Solo tenía 13 años y ya había inventado los besos de la muerte. Cuenta la crónica de domingo que Felicia besaba inigualablemente con la pasión de una experta. Besos furibundos antes de matar a la víctima.
Así lo hizo hasta los 15 años. A partir de esa incómoda edad, envenenaba su pasión sexual en alcohol y olvido. No tocaba ni se dejaba tocar para no provocar a la muerte.
Los que la conocieron la recuerdan disfrazada siempre de la muerte. El color negro le aliviaba el alma. Y lo usaba todos los días.
Alguien confesó con cierta precaución que la observó estacionada en la parada del tren de la 30, lado norte. Dijo que le parecía triste y algo arrepentida. Eso fue lo que leyó en sus ojos.
El cronista de El Informador de Quito, Ecuador, relató que entrenaba niñas de 12 años en el beso de la muerte en un lugar desconocido y podrido de la ciudad. ¿De quién se vengaba Felicia? ¿Quién le había hecho tanto daño? El cronista indagó hasta la saciedad, pero no encontró nada concreto, alguna que otra sospecha que le permitieron elaborar la hipótesis de un dios maldito, que le comió las entrañas.
Siete días después, Albeiro Tabares, el periodista, autor de La crónica de los besos asesinos, moría acribillado a bala.
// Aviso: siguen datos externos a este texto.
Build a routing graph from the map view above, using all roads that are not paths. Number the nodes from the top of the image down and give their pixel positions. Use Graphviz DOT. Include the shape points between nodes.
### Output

Lo encontraron en un viejo callejón de la ciudad ecuatoriana, ahogado en su propia sangre. Muy cercana a su boca tenía las huellas de varios besos, hechos con labios recientes y con un pintalabios color rojo. La policía se sorprendió porque además, un fino puñal, especie de pugio romano, le atravesó el corazón.
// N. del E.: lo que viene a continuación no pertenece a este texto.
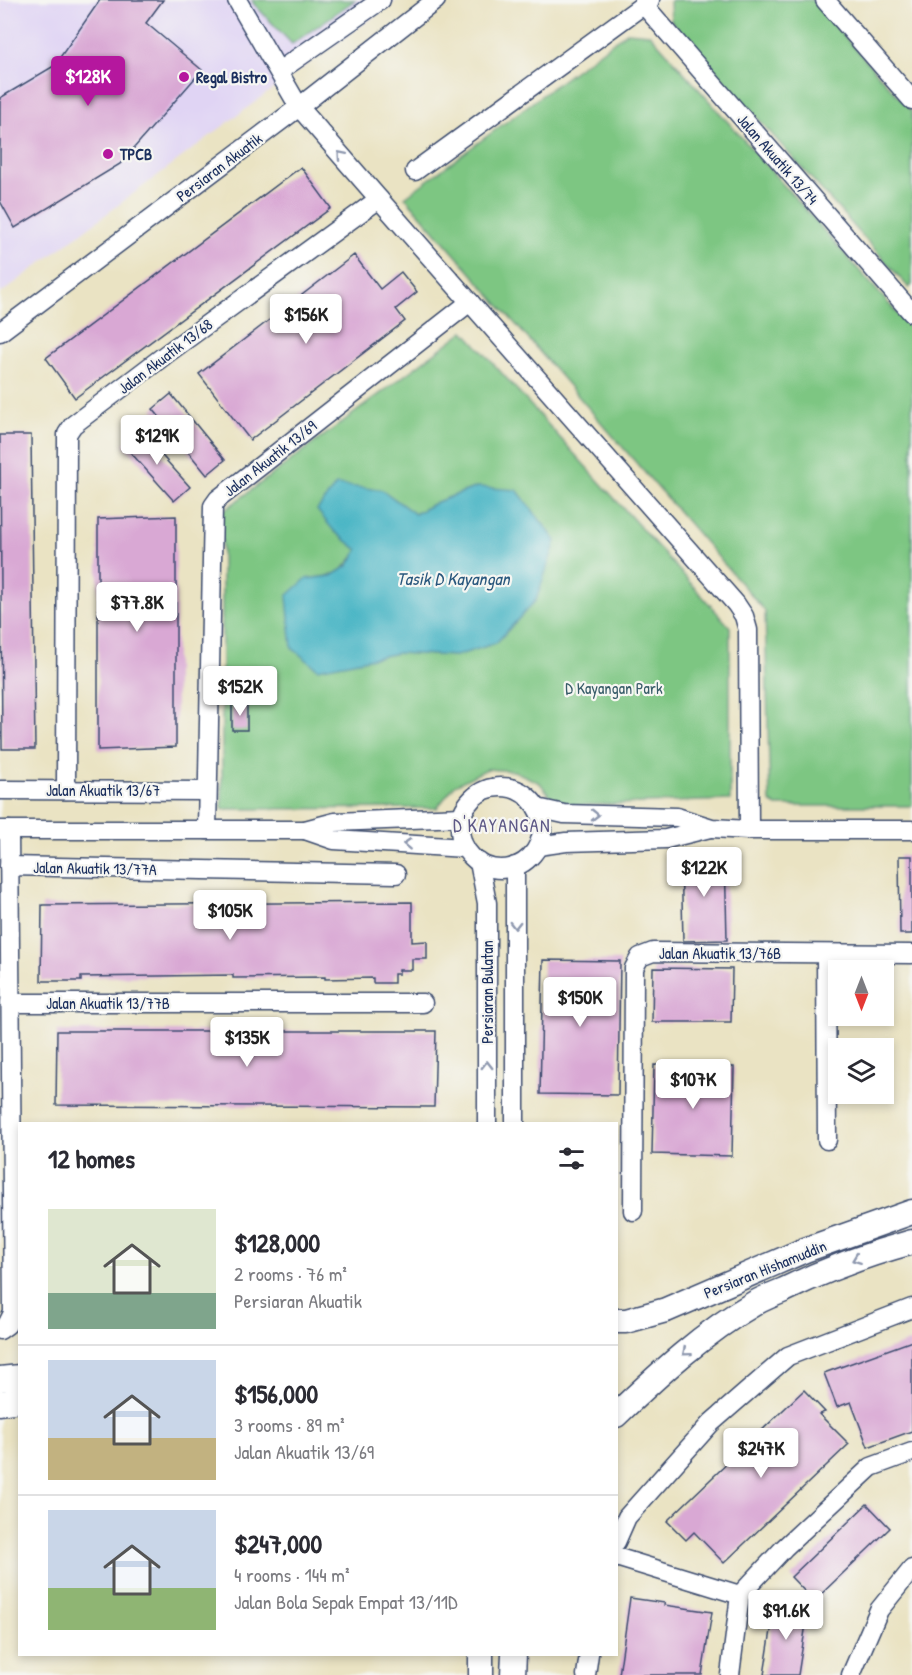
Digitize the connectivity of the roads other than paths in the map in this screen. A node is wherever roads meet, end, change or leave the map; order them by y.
1 (237, 0) edge
2 (380, 0) edge
3 (436, 0) edge
4 (825, 0) edge
5 (647, 3) edge
6 (279, 71) junction
7 (912, 100) edge
8 (300, 106) junction
9 (416, 171) dead end
10 (379, 199) junction
11 (470, 302) junction
12 (909, 303) edge
13 (0, 332) edge
14 (0, 790) edge
15 (66, 790) junction
16 (207, 791) junction
17 (537, 808) junction
18 (462, 817) junction
19 (712, 828) junction
20 (4, 830) edge
21 (207, 830) junction
22 (305, 830) junction
23 (748, 830) junction
24 (912, 830) edge
25 (538, 846) junction
26 (465, 848) junction
27 (479, 862) junction
28 (9, 866) junction
29 (515, 866) junction
30 (396, 874) dead end
31 (826, 954) junction
32 (912, 954) edge
33 (10, 1003) junction
34 (423, 1003) dead end
35 (487, 1122) edge
36 (514, 1122) edge
37 (15, 1133) edge
38 (827, 1140) dead end
39 (633, 1211) dead end
40 (912, 1212) edge
41 (912, 1242) edge
42 (16, 1261) edge
43 (912, 1308) edge
44 (618, 1321) edge
45 (0, 1330) edge
46 (18, 1377) edge
47 (0, 1379) edge
48 (18, 1400) edge
49 (0, 1403) edge
50 (618, 1413) edge
51 (912, 1452) edge
52 (618, 1537) edge
53 (618, 1558) edge
54 (912, 1569) edge
55 (740, 1595) junction
56 (481, 1656) edge
57 (514, 1656) edge
58 (589, 1656) edge
59 (481, 1675) edge
60 (513, 1675) edge
61 (586, 1675) edge
62 (730, 1675) edge
63 (851, 1675) edge

1 - 6 street
2 - 6 street
3 - 8 street, Persiaran Akuatik
4 - 7 street
5 - 9 street
5 - 12 street, Jalan Akuatik 13/74
6 - 8 street
10 -> 8 street
8 - 13 street, Persiaran Akuatik
10 - 11 street
10 - 15 street, Jalan Akuatik 13/68
11 - 16 street, Jalan Akuatik 13/69
11 - 23 street
14 - 15 street, Jalan Akuatik 13/67
15 - 16 street, Jalan Akuatik 13/67
16 - 21 street, Jalan Akuatik 13/69
17 - 18 street
17 -> 19 street
17 - 25 street
18 - 22 street
18 - 26 street
19 - 23 street
19 - 25 street
20 - 21 street
20 - 28 street
21 - 22 street
26 -> 22 street
23 - 24 street
25 - 29 street
26 - 27 street
27 - 29 street
35 -> 27 street, Persiaran Bulatan
28 - 30 street, Jalan Akuatik 13/77A
28 - 33 street
29 -> 36 street, Persiaran Bulatan
31 - 32 street, Jalan Akuatik 13/76B
31 - 38 street
31 - 39 street, Jalan Akuatik 13/76B
33 - 34 street, Jalan Akuatik 13/77B
33 - 37 street
37 - 42 street
40 - 44 main road, Persiaran Hishamuddin
41 -> 50 main road, Persiaran Hishamuddin
42 - 45 street
43 - 52 street
46 - 47 main road
48 - 49 main road
51 - 55 street
53 - 55 street
54 - 63 street
55 - 62 street
56 - 59 main road
57 - 60 main road
58 - 61 street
En los días que siguieron al crimen del periodista Tabares, nadie se atribuyó su muerte. Y nadie quiso lanzar una hipótesis sobre aquella desgracia.
Mientras la sangre oscurecía la ciudad de Quito, en un gimnasio próximo a las fronteras de la seguridad policial, unas doce niñas se entrenaban en teatro, coros musicales, danza, literatura y el sexo de la muerte.